Ella también se rió.

—¿Para qué le sirven?

—La madera y otros materiales orgánicos se pueden datar por radiocarbono y así determinar cuánto tiempo ha pasado desde que quedaron sepultados en el glaciar. Las muestras de barro se procesan en busca de polen, el cual, a su vez, indica el tipo de plantas y árboles que predominaban antes de la glaciación. Lo malo de los ecólogos actuales es que se quedan atascados analizando el mundo tal como es ahora, con las enormes alteraciones ejercidas por el hombre durante los últimos cien siglos. Sin embargo, con las muestras, los datos y las observaciones que hago se puede reconstruir el mundo tal como existía antes de que los seres humanos se convirtieran en el elemento dominante.

—Puede recrear el pasado —dijo Ekberg.

—En cierto modo, sí.

—Me parece muy atractivo.

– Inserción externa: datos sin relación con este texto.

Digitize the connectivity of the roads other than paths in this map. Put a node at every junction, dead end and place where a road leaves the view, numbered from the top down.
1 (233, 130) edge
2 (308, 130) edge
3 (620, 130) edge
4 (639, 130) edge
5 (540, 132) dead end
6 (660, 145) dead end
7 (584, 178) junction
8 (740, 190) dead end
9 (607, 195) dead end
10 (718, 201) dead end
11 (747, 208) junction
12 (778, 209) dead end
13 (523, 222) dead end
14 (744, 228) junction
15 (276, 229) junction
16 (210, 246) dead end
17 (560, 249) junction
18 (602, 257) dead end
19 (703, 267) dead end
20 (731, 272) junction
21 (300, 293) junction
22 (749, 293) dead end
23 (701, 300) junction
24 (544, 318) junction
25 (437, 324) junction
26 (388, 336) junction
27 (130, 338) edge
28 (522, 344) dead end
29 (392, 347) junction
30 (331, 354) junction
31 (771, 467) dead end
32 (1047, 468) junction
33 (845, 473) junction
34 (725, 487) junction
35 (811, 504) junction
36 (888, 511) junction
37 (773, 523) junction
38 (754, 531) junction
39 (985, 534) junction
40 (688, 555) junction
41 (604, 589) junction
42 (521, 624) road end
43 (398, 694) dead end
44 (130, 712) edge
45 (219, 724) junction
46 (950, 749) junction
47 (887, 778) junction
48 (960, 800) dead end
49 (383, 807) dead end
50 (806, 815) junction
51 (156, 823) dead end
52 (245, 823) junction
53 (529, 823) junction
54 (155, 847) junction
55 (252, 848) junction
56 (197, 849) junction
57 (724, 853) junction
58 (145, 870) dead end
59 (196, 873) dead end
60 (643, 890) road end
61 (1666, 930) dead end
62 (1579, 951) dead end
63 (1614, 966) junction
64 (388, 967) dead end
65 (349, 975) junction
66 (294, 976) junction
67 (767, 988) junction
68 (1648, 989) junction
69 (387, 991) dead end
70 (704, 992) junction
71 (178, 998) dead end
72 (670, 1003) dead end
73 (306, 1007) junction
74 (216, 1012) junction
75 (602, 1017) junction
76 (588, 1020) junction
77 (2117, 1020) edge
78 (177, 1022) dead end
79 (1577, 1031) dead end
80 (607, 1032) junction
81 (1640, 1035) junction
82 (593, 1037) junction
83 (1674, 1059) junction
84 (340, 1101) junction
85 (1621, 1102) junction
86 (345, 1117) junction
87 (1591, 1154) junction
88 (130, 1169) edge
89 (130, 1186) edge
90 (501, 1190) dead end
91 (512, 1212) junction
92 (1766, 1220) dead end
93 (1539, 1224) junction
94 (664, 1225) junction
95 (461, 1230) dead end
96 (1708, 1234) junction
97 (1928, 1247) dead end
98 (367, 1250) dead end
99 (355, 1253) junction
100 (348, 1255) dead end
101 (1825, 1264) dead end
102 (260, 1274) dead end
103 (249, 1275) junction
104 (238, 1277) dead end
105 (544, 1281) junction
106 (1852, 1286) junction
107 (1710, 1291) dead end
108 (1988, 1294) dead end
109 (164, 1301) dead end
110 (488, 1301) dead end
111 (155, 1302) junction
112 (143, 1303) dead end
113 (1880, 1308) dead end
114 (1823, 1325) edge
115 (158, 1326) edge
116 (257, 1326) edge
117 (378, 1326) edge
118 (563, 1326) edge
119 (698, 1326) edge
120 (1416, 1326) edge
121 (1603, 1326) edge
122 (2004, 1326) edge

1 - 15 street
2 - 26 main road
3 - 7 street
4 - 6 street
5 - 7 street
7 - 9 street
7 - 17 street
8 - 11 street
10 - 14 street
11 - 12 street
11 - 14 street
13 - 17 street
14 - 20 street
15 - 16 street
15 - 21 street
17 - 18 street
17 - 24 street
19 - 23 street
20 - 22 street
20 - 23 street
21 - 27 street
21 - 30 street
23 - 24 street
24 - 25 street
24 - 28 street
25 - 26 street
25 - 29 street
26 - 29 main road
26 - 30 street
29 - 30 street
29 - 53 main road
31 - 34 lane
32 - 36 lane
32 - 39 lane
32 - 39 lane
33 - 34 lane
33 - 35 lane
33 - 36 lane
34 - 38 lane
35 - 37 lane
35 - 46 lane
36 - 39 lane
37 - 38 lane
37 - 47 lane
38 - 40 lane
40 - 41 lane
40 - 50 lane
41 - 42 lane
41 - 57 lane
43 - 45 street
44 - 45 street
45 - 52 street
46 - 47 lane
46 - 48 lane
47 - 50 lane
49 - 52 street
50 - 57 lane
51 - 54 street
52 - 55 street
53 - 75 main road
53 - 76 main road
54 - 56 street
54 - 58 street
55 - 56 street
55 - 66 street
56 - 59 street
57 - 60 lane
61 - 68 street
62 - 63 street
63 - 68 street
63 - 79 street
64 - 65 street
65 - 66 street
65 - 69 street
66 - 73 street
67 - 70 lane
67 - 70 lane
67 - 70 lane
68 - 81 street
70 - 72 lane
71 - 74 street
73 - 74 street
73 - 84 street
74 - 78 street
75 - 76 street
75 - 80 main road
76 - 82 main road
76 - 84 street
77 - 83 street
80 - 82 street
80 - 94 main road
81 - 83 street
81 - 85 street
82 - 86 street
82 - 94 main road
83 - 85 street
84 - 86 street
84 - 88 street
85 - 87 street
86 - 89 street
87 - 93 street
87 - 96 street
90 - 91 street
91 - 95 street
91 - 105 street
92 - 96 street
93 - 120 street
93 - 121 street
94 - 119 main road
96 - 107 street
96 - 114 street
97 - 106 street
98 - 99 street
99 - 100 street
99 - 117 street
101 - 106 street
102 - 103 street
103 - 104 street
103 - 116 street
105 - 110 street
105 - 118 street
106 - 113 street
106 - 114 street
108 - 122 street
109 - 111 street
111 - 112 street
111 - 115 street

Y supongo que para ello son ideales los glaciares, porque al estar todo congelado se conserva como en una cápsula del tiempo.

—Exacto —dijo Marshall, impresionado por la rapidez con la que Ekberg se hacía una idea de una disciplina que desconocía—. Por no hablar de que, cuando se derrite el hielo, suelta su contenido. Te ahorras tener que sudar utilizando palas y cinceles para desenterrar fósiles y subfósiles.